Between Neglect and Continuity, the Diving Board of the Iconic Hotel Riviera Collapses

AREQUIPA, Peru – The diving tower at the pool of the iconic Hotel Riviera in Havana collapsed on the night of Tuesday, March 5th, reflecting the neglect of the Cuban authorities and the existing crisis in the country.

Photos taken by CubaNet show the concrete structure collapsed inside the empty pool. According to reports from the official press of the Cuban regime dating from 2016, the facilities have been closed for repair.

However, there have been no updates on the works, nor can any repair or masonry equipment be seen in the photographs of the area, which points to a collapse amidst a total abandonment.

CubaNet users on Facebook lamented the current state of the hotel and recalled times of splendor ruined by 65 years of Castro’s dictatorship.

“The continuity of neglect reflected in one of the most beautiful and functional hotels, its exterior and interior design is excellent. The Riviera is an emblem of Havana and its coastline,” commented Miriam Ramírez Santana.

“I spent my honeymoon there in 1969, it was the best, how sad,” says an internet user identified as Fina Bello.

Inaugurated in 1957, the Hotel Riviera was nationalized by Fidel Castro’s revolution after 1959. This happened after it was seized from its original owner, the wealthy U.S. mobster Meyer Lansky.

Lansky was considered for decades one of the most powerful mafia bosses and the mastermind behind the Havana-Las Vegas clan, which made significant investments in casinos and achieved lucrative results.

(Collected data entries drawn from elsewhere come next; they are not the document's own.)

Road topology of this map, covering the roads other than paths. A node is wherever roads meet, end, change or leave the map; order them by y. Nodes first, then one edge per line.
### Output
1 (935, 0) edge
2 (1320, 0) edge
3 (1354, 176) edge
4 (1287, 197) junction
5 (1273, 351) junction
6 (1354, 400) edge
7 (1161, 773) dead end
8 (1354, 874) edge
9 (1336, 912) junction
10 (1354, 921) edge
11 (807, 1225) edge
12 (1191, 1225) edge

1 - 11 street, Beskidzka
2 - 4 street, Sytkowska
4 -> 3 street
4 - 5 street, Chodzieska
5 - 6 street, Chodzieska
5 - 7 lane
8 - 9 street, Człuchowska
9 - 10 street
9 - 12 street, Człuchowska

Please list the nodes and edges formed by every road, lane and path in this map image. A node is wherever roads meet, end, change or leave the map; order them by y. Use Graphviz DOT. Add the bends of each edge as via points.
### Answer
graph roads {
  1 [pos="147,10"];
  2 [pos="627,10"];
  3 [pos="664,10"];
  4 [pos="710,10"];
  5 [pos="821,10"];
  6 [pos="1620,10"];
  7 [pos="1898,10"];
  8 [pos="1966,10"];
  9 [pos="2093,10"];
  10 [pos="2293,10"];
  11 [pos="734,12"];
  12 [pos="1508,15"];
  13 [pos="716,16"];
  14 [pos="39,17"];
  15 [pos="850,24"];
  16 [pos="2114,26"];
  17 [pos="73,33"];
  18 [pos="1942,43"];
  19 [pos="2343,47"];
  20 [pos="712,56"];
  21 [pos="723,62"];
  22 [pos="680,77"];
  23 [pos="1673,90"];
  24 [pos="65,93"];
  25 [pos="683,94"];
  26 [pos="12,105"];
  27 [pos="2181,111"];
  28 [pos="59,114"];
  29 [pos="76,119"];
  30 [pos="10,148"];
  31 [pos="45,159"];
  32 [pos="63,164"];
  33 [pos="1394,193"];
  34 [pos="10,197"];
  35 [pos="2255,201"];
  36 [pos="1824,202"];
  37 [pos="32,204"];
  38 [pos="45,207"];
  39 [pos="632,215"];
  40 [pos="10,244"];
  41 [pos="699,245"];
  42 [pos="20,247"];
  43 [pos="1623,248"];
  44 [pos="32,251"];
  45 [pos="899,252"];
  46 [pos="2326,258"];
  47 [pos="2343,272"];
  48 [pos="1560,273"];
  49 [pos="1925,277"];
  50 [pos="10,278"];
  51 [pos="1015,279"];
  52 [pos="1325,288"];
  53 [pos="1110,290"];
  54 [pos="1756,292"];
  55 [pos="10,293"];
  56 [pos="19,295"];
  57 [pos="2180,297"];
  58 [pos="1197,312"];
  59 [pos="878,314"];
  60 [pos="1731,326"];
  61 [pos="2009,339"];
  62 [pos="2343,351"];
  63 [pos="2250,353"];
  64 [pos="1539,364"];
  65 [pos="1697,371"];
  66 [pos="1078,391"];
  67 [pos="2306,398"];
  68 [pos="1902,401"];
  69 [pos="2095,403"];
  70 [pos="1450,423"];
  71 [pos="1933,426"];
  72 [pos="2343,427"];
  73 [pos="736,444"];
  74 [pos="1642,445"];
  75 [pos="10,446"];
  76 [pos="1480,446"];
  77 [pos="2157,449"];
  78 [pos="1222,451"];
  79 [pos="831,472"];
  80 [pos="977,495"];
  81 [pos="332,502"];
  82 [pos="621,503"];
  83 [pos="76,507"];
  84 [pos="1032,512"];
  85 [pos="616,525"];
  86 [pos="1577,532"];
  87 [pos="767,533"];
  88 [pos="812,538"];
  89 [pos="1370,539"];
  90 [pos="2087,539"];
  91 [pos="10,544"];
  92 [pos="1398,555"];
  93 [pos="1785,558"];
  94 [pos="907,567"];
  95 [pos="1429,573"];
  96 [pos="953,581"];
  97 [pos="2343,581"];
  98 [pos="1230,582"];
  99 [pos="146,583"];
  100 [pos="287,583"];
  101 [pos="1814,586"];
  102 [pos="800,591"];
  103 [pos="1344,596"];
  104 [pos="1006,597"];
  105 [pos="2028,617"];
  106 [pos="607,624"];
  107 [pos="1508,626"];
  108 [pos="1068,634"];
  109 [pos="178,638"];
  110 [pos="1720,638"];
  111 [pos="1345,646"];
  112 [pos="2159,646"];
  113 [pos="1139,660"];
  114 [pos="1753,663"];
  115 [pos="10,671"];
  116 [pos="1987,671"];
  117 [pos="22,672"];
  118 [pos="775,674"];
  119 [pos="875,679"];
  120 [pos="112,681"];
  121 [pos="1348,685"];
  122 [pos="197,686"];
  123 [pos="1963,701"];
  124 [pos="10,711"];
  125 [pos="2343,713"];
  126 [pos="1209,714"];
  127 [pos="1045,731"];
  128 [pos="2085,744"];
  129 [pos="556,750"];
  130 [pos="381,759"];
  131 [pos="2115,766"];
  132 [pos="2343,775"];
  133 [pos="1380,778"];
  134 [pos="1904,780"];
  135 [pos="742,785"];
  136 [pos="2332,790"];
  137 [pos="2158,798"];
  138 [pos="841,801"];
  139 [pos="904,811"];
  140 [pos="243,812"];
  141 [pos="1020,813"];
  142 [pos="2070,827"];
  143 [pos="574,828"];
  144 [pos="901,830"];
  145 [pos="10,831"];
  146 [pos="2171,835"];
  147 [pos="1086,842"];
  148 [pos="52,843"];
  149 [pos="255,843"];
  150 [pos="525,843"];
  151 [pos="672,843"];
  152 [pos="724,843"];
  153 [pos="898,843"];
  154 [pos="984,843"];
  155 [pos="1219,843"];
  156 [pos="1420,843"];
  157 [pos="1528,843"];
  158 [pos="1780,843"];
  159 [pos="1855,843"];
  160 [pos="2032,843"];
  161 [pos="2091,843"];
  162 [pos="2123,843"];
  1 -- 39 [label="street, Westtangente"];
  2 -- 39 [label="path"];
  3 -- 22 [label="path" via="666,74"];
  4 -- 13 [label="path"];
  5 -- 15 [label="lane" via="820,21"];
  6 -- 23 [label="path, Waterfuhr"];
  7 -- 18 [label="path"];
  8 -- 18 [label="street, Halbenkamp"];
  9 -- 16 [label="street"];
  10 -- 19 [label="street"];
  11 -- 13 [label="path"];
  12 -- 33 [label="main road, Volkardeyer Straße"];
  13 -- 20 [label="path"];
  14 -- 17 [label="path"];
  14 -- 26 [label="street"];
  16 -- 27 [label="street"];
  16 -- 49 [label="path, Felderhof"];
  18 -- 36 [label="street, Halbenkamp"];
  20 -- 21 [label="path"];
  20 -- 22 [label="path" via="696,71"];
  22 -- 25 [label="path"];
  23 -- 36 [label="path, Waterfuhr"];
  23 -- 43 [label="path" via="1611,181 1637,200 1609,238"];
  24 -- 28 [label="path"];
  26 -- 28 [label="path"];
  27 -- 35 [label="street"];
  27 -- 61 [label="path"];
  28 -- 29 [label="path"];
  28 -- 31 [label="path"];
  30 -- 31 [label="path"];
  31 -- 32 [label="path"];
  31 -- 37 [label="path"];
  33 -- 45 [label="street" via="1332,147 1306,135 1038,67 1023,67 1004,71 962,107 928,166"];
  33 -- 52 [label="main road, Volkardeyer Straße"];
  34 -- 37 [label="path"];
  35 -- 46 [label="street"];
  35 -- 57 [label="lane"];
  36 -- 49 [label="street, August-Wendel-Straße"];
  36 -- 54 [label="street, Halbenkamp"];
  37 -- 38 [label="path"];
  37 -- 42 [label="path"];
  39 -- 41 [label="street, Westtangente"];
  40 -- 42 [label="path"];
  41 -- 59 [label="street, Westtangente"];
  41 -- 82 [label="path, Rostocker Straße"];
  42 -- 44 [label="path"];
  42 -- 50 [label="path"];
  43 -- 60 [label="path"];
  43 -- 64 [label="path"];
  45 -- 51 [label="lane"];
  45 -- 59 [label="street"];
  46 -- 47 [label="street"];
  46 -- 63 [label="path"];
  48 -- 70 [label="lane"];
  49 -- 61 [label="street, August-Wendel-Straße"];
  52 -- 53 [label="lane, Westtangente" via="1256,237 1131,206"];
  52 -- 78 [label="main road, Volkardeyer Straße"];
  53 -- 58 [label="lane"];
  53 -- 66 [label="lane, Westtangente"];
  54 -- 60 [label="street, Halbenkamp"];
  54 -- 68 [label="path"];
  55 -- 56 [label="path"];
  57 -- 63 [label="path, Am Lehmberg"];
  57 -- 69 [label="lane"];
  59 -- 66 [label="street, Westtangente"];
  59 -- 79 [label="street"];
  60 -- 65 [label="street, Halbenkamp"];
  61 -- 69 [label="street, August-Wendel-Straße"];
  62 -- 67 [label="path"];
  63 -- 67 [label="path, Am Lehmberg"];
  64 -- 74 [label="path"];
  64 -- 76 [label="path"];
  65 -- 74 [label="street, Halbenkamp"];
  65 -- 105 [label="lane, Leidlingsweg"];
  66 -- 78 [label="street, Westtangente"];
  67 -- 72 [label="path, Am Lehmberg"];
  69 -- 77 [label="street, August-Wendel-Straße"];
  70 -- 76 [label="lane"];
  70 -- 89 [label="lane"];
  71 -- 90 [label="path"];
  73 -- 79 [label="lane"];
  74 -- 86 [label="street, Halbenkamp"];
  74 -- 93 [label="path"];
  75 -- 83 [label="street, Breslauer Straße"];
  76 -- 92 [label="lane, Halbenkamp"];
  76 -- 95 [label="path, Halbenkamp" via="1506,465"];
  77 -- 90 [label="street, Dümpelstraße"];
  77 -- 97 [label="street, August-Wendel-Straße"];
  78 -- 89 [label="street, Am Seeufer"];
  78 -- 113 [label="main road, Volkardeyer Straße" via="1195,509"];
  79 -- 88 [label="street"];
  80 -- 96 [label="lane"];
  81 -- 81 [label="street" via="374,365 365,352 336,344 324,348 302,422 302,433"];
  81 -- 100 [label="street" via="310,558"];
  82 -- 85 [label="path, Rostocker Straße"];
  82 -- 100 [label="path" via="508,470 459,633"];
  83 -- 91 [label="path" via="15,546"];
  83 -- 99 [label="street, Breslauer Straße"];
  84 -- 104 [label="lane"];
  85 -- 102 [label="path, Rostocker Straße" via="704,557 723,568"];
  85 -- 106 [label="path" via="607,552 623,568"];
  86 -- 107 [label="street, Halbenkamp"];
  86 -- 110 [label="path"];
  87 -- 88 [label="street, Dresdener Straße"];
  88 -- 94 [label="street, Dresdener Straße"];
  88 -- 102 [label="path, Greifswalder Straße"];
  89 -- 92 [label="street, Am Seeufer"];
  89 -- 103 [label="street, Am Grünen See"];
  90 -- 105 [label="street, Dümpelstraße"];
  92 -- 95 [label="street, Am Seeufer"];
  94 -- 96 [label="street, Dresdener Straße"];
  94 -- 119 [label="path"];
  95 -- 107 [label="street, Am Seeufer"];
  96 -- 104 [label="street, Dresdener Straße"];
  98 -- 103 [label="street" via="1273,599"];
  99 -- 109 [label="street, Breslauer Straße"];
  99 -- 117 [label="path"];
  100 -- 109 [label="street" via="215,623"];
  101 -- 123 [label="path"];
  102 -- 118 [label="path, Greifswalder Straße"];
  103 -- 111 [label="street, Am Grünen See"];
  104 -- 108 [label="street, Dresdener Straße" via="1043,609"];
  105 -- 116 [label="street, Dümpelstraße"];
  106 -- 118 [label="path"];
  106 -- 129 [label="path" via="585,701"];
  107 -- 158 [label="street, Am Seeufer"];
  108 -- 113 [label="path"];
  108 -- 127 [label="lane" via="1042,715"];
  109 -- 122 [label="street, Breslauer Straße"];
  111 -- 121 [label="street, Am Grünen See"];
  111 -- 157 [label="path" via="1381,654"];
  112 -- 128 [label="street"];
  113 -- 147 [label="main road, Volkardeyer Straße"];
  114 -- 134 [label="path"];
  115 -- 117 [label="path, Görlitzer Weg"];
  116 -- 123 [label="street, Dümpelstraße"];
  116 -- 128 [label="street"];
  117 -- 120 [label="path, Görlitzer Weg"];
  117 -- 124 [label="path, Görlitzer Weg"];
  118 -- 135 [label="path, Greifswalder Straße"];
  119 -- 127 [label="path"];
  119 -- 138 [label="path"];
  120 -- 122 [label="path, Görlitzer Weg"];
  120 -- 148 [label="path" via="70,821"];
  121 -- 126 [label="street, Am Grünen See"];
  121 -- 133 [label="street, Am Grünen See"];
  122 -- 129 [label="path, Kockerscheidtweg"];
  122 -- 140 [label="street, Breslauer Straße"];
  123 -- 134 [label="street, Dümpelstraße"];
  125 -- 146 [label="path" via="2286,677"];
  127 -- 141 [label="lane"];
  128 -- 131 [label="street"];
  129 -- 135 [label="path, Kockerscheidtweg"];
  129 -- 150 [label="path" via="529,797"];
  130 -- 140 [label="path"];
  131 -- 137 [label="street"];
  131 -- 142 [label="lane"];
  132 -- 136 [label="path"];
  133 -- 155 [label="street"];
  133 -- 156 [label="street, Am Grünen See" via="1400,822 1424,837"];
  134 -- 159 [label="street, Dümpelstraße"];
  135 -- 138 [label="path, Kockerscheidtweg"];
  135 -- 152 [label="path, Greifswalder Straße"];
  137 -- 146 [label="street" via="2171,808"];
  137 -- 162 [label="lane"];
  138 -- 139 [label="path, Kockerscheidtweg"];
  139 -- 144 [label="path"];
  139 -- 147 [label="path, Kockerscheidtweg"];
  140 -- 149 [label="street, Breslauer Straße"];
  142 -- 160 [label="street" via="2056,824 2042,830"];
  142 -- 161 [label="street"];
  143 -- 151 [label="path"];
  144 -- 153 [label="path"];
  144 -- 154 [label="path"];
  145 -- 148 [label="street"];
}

One of them was the Habana Riviera hotel, which opened in 1957 as a result of the good relations between Luciano, who financed these operations, and the Cuban dictator Fulgencio Batista.

This hotel complex was part of the project to create a dream paradise for the mafia and establish a place from which to direct their business in the United States, resulting in hotels like the Deauville and Flamingo, which also opened just a few years before Castro’s rise to power.

Lansky’s grandson declared in 2015 to the Sun Sentinel newspaper that his grandfather never recovered the money invested in that hotel, which had a cost of close to eight million dollars, and for which he has the documentation to prove his ownership.